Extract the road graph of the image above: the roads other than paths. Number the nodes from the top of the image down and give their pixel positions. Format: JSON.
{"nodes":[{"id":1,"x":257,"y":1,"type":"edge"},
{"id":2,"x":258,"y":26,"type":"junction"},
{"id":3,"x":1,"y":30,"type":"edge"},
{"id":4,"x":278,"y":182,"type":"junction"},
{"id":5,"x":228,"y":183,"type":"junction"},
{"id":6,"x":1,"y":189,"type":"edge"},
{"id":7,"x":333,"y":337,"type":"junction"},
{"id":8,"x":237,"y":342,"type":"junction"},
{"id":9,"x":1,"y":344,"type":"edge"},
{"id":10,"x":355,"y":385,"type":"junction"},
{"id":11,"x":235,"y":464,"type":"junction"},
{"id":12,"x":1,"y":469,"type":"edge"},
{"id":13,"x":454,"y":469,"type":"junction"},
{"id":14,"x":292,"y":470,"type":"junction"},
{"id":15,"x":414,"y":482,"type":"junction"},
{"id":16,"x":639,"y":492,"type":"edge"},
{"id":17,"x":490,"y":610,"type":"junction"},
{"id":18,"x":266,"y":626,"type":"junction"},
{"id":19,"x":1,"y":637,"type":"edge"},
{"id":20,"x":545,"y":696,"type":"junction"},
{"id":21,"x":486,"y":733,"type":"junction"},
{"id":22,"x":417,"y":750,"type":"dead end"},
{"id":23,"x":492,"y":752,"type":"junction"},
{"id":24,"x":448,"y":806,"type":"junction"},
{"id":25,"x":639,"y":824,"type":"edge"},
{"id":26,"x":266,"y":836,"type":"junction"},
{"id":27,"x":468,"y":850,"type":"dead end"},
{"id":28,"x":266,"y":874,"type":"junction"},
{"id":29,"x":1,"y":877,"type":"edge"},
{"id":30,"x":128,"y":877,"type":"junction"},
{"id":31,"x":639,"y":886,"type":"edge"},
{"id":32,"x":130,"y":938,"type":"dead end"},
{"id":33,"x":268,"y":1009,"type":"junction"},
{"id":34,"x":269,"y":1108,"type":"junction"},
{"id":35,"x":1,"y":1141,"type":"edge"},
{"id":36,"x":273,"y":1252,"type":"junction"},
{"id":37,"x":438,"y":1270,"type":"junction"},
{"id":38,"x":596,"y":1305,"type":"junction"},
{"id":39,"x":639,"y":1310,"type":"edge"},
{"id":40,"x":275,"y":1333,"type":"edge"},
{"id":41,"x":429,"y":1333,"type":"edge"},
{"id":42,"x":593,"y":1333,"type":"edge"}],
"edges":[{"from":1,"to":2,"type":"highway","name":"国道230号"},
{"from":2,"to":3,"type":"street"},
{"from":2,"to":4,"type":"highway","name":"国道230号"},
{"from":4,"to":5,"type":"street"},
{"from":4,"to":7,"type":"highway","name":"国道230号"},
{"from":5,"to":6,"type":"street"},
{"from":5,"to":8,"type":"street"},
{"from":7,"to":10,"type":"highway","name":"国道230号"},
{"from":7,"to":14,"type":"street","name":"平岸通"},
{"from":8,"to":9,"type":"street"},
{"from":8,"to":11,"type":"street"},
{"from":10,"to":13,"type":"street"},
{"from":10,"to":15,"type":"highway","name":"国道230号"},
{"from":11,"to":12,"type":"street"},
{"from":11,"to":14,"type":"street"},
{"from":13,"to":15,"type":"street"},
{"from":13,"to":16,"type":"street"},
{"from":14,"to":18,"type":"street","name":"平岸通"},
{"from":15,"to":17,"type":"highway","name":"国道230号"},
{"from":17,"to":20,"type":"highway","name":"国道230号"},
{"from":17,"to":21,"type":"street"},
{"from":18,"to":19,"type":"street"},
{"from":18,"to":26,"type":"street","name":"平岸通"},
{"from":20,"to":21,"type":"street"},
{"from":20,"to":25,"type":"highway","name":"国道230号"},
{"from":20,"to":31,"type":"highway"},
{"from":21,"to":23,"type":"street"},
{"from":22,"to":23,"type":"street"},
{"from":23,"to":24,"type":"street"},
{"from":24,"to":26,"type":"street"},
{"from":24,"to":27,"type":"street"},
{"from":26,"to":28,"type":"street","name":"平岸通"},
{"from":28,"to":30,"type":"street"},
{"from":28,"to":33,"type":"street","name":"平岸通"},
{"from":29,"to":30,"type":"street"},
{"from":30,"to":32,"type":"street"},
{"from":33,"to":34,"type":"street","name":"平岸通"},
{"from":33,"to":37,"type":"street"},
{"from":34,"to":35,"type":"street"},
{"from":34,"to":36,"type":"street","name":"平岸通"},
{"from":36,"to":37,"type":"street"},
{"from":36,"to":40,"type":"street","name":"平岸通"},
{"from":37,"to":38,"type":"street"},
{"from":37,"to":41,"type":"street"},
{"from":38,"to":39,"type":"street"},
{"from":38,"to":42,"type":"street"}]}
........
◆ **Task prompt**
Print the material once more, exactly as it appears.

◆ **The answer**
Extract the road graph of the image above: the roads other than paths. Number the nodes from the top of the image down and give their pixel positions. Format: JSON.
{"nodes":[{"id":1,"x":257,"y":1,"type":"edge"},
{"id":2,"x":258,"y":26,"type":"junction"},
{"id":3,"x":1,"y":30,"type":"edge"},
{"id":4,"x":278,"y":182,"type":"junction"},
{"id":5,"x":228,"y":183,"type":"junction"},
{"id":6,"x":1,"y":189,"type":"edge"},
{"id":7,"x":333,"y":337,"type":"junction"},
{"id":8,"x":237,"y":342,"type":"junction"},
{"id":9,"x":1,"y":344,"type":"edge"},
{"id":10,"x":355,"y":385,"type":"junction"},
{"id":11,"x":235,"y":464,"type":"junction"},
{"id":12,"x":1,"y":469,"type":"edge"},
{"id":13,"x":454,"y":469,"type":"junction"},
{"id":14,"x":292,"y":470,"type":"junction"},
{"id":15,"x":414,"y":482,"type":"junction"},
{"id":16,"x":639,"y":492,"type":"edge"},
{"id":17,"x":490,"y":610,"type":"junction"},
{"id":18,"x":266,"y":626,"type":"junction"},
{"id":19,"x":1,"y":637,"type":"edge"},
{"id":20,"x":545,"y":696,"type":"junction"},
{"id":21,"x":486,"y":733,"type":"junction"},
{"id":22,"x":417,"y":750,"type":"dead end"},
{"id":23,"x":492,"y":752,"type":"junction"},
{"id":24,"x":448,"y":806,"type":"junction"},
{"id":25,"x":639,"y":824,"type":"edge"},
{"id":26,"x":266,"y":836,"type":"junction"},
{"id":27,"x":468,"y":850,"type":"dead end"},
{"id":28,"x":266,"y":874,"type":"junction"},
{"id":29,"x":1,"y":877,"type":"edge"},
{"id":30,"x":128,"y":877,"type":"junction"},
{"id":31,"x":639,"y":886,"type":"edge"},
{"id":32,"x":130,"y":938,"type":"dead end"},
{"id":33,"x":268,"y":1009,"type":"junction"},
{"id":34,"x":269,"y":1108,"type":"junction"},
{"id":35,"x":1,"y":1141,"type":"edge"},
{"id":36,"x":273,"y":1252,"type":"junction"},
{"id":37,"x":438,"y":1270,"type":"junction"},
{"id":38,"x":596,"y":1305,"type":"junction"},
{"id":39,"x":639,"y":1310,"type":"edge"},
{"id":40,"x":275,"y":1333,"type":"edge"},
{"id":41,"x":429,"y":1333,"type":"edge"},
{"id":42,"x":593,"y":1333,"type":"edge"}],
"edges":[{"from":1,"to":2,"type":"highway","name":"国道230号"},
{"from":2,"to":3,"type":"street"},
{"from":2,"to":4,"type":"highway","name":"国道230号"},
{"from":4,"to":5,"type":"street"},
{"from":4,"to":7,"type":"highway","name":"国道230号"},
{"from":5,"to":6,"type":"street"},
{"from":5,"to":8,"type":"street"},
{"from":7,"to":10,"type":"highway","name":"国道230号"},
{"from":7,"to":14,"type":"street","name":"平岸通"},
{"from":8,"to":9,"type":"street"},
{"from":8,"to":11,"type":"street"},
{"from":10,"to":13,"type":"street"},
{"from":10,"to":15,"type":"highway","name":"国道230号"},
{"from":11,"to":12,"type":"street"},
{"from":11,"to":14,"type":"street"},
{"from":13,"to":15,"type":"street"},
{"from":13,"to":16,"type":"street"},
{"from":14,"to":18,"type":"street","name":"平岸通"},
{"from":15,"to":17,"type":"highway","name":"国道230号"},
{"from":17,"to":20,"type":"highway","name":"国道230号"},
{"from":17,"to":21,"type":"street"},
{"from":18,"to":19,"type":"street"},
{"from":18,"to":26,"type":"street","name":"平岸通"},
{"from":20,"to":21,"type":"street"},
{"from":20,"to":25,"type":"highway","name":"国道230号"},
{"from":20,"to":31,"type":"highway"},
{"from":21,"to":23,"type":"street"},
{"from":22,"to":23,"type":"street"},
{"from":23,"to":24,"type":"street"},
{"from":24,"to":26,"type":"street"},
{"from":24,"to":27,"type":"street"},
{"from":26,"to":28,"type":"street","name":"平岸通"},
{"from":28,"to":30,"type":"street"},
{"from":28,"to":33,"type":"street","name":"平岸通"},
{"from":29,"to":30,"type":"street"},
{"from":30,"to":32,"type":"street"},
{"from":33,"to":34,"type":"street","name":"平岸通"},
{"from":33,"to":37,"type":"street"},
{"from":34,"to":35,"type":"street"},
{"from":34,"to":36,"type":"street","name":"平岸通"},
{"from":36,"to":37,"type":"street"},
{"from":36,"to":40,"type":"street","name":"平岸通"},
{"from":37,"to":38,"type":"street"},
{"from":37,"to":41,"type":"street"},
{"from":38,"to":39,"type":"street"},
{"from":38,"to":42,"type":"street"}]}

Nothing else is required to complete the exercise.